They resemble loaded
piano strings, or slowly descending water jets, requiring notes of low
pitch to set them in motion.
The influence of synchronism between the "radiant" and the "absorbent"
is well shown by the behavior of carbonic acid gas. To the complex
emission from our heated stove, carbonic acid would be one of the most
transparent of gases. For such waves olefiant gas, for example, would
vastly transcend it in absorbing power. But when we select a radiant
with whose waves the atoms of carbonic acid are in accord, the case is
entirely altered. Such a radiant is found in a carbonic oxide flame,
where the radiating body is really hot carbonic acid. To this special
radiation carbonic acid is the most opaque of gases.

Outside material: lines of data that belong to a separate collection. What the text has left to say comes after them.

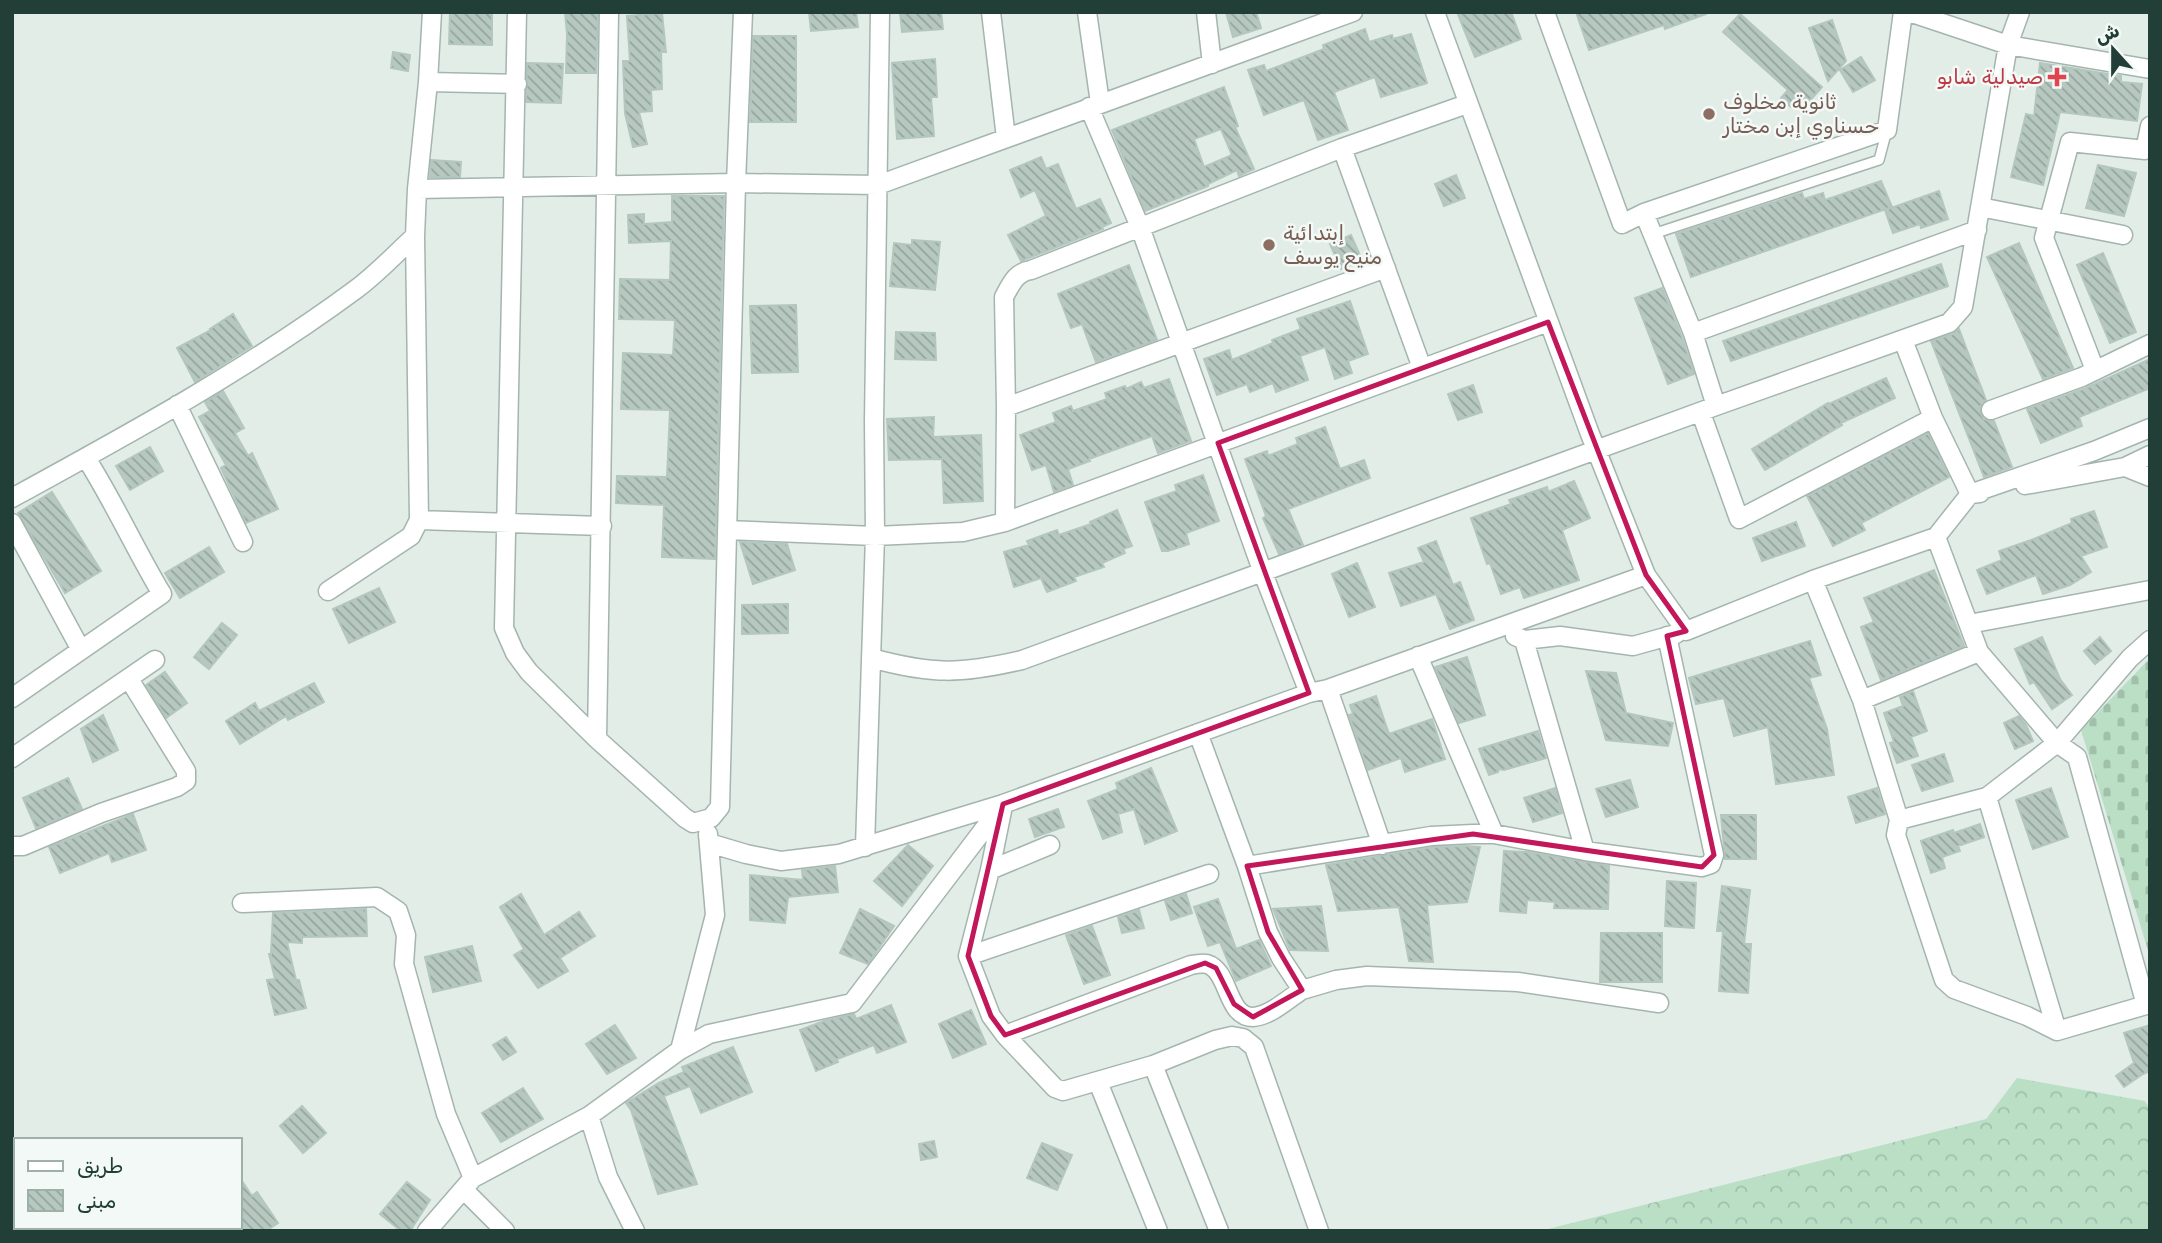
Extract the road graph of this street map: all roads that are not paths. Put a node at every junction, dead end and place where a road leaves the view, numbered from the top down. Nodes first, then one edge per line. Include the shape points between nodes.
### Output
1 (432, 12) edge
2 (517, 12) edge
3 (609, 12) edge
4 (743, 12) edge
5 (880, 12) edge
6 (991, 12) edge
7 (1087, 12) edge
8 (1206, 12) edge
9 (1353, 12) edge
10 (1435, 12) edge
11 (1545, 12) edge
12 (1903, 12) edge
13 (1909, 12) edge
14 (2020, 12) edge
15 (2008, 45) junction
16 (1212, 64) junction
17 (2150, 69) edge
18 (428, 82) junction
19 (517, 84) junction
20 (1467, 104) junction
21 (1095, 105) junction
22 (2150, 126) edge
23 (1887, 130) junction
24 (1006, 138) junction
25 (1342, 148) junction
26 (736, 183) junction
27 (606, 185) junction
28 (878, 185) junction
29 (515, 187) junction
30 (417, 189) junction
31 (1980, 207) junction
32 (1644, 213) junction
33 (2049, 221) junction
34 (1140, 227) junction
35 (1977, 230) junction
36 (1653, 234) junction
37 (2123, 235) dead end
38 (415, 236) junction
39 (1386, 268) junction
40 (1548, 322) junction
41 (1693, 333) junction
42 (1903, 340) junction
43 (1181, 343) junction
44 (2150, 344) edge
45 (1422, 368) junction
46 (2095, 370) junction
47 (177, 405) junction
48 (1006, 407) junction
49 (1709, 409) junction
50 (1991, 410) dead end
51 (1933, 418) junction
52 (2150, 428) edge
53 (1218, 443) junction
54 (1597, 451) junction
55 (2150, 455) edge
56 (86, 458) junction
57 (2125, 467) junction
58 (2150, 477) edge
59 (1970, 494) junction
60 (12, 498) edge
61 (419, 520) junction
62 (1005, 522) junction
63 (12, 523) edge
64 (506, 523) junction
65 (602, 526) junction
66 (727, 530) junction
67 (875, 536) junction
68 (1936, 537) junction
69 (243, 542) dead end
70 (1263, 573) junction
71 (1646, 575) junction
72 (1813, 580) junction
73 (2150, 590) edge
74 (328, 591) dead end
75 (1969, 624) junction
76 (1499, 628) junction
77 (1686, 631) junction
78 (1667, 636) junction
79 (1524, 640) junction
80 (2150, 640) edge
81 (82, 650) junction
82 (1979, 652) junction
83 (1418, 656) junction
84 (871, 659) junction
85 (155, 660) dead end
86 (129, 679) junction
87 (1328, 689) junction
88 (1308, 692) junction
89 (12, 698) edge
90 (1862, 701) junction
91 (1198, 733) junction
92 (597, 739) junction
93 (2057, 743) junction
94 (12, 758) edge
95 (1987, 797) junction
96 (1003, 804) junction
97 (707, 820) junction
98 (1899, 820) junction
99 (1494, 834) junction
100 (709, 843) junction
101 (1050, 845) dead end
102 (1382, 845) junction
103 (12, 846) edge
104 (865, 847) junction
105 (1585, 851) junction
106 (1247, 866) junction
107 (990, 870) junction
108 (1209, 874) dead end
109 (242, 903) dead end
110 (968, 956) junction
111 (1302, 990) junction
112 (1658, 1003) dead end
113 (2057, 1031) junction
114 (1004, 1035) junction
115 (680, 1050) junction
116 (1153, 1065) junction
117 (1098, 1082) junction
118 (589, 1116) junction
119 (468, 1184) junction
120 (427, 1231) edge
121 (505, 1231) edge
122 (635, 1231) edge
123 (1158, 1231) edge
124 (1219, 1231) edge
125 (1319, 1231) edge

1 - 18 street
2 - 19 street
3 - 27 street
4 - 26 street
5 - 28 street
6 - 24 street
7 - 21 street
8 - 16 street
9 - 16 street
10 - 20 street
11 - 32 street via 1622,224
12 - 23 street
13 - 15 street
14 - 15 street
15 - 17 street
15 - 31 street
16 - 21 street
18 - 19 street
18 - 30 street
19 - 29 street
20 - 25 street
20 - 40 street
21 - 24 street
21 - 34 street
22 - 33 street via 2145,150 2070,142
23 - 32 street
23 - 36 lane via 1879,160
24 - 28 street
25 - 34 street
25 - 39 street
26 - 27 street
26 - 28 street
26 - 66 street
27 - 29 street
27 - 65 street
28 - 67 street
29 - 30 street
29 - 64 street
30 - 38 street
31 - 33 street
31 - 35 street
32 - 36 street
33 - 37 street
33 - 46 street via 2044,238
34 - 43 street
34 - 48 street via 1021,271 1013,281 1004,296
35 - 41 street
35 - 42 street via 1963,307 1949,323
36 - 41 street
38 - 47 street via 357,289
38 - 61 street
39 - 43 street
39 - 45 street
40 - 45 street
40 - 54 street
41 - 49 street
42 - 49 street
42 - 51 street
43 - 48 street
43 - 53 street
44 - 46 street
45 - 53 street
46 - 50 street
47 - 56 street
47 - 69 street
48 - 62 street
49 - 51 street via 1740,519
49 - 54 street
51 - 59 street
52 - 59 street
53 - 62 street
53 - 70 street
54 - 70 street
54 - 71 street
55 - 57 street
56 - 60 street
56 - 81 street via 162,594
57 - 58 street
57 - 59 street
59 - 68 street
61 - 64 street
61 - 74 street via 411,536
62 - 67 street via 963,532
63 - 81 street
64 - 65 street
64 - 92 street via 505,628 510,645 528,671
65 - 92 street
66 - 67 street
66 - 97 street via 720,807
67 - 84 street
68 - 72 street
68 - 75 street
70 - 84 street via 1022,660 984,669 933,671
70 - 88 street
71 - 76 street
71 - 77 street
72 - 77 street
72 - 90 street
73 - 75 street
75 - 82 street
76 - 79 street
76 - 83 street
77 - 78 street
78 - 79 street via 1633,646 1560,636
78 - 105 street via 1714,855 1711,863 1702,867
79 - 105 street
80 - 93 street
81 - 89 street
82 - 90 street
82 - 93 street
83 - 87 street
83 - 99 street
84 - 104 street
85 - 86 street
86 - 94 street
86 - 103 street via 186,771 186,781 23,846
87 - 88 street
87 - 102 street
88 - 91 street
90 - 98 street
91 - 96 street
91 - 106 street
92 - 97 street via 685,818 693,823
93 - 95 street
93 - 113 street via 2077,757 2146,1005
95 - 98 street
95 - 113 street
96 - 104 street
96 - 107 street
96 - 115 street via 852,1003 709,1034
97 - 100 street
98 - 113 street via 1896,835 1944,980 1954,989
99 - 102 street via 1431,836
99 - 105 street
100 - 104 street via 781,861
100 - 115 street via 715,915
101 - 107 street
102 - 106 street
106 - 111 street via 1268,932
107 - 110 street
108 - 110 street
109 - 119 street via 377,897 398,911 406,935 404,964
110 - 114 street via 991,1016
111 - 112 street via 1367,976 1518,982
111 - 114 street via 1268,1013 1253,1017 1234,1004 1216,968 1205,963 1191,965
114 - 117 street via 1055,1088 1063,1091
115 - 118 street
116 - 117 street
116 - 124 street
116 - 125 street via 1232,1036 1254,1047
117 - 123 street
118 - 119 street
118 - 122 street via 608,1177
119 - 120 street
119 - 121 street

And here we find ourselves face to face with a question of great
delicacy and importance. Both as a radiator and as an absorber, carbonic
acid is, in general, a feeble gas. It is beaten in this respect by
chloride of methyl, ethylene, ammonia, sulphurous acid, nitrous oxide,
and marsh gas. Compared with some of these gases, its behavior, in fact,
approaches that of elementary bodies. May it not help to explain their
neutrality? The doctrine is now very generally accepted that atoms of
the same kind may, like atoms of different kinds, group themselves to
molecules. Affinity exists between hydrogen and hydrogen and between
chlorine and chlorine, as well as between hydrogen and chlorine.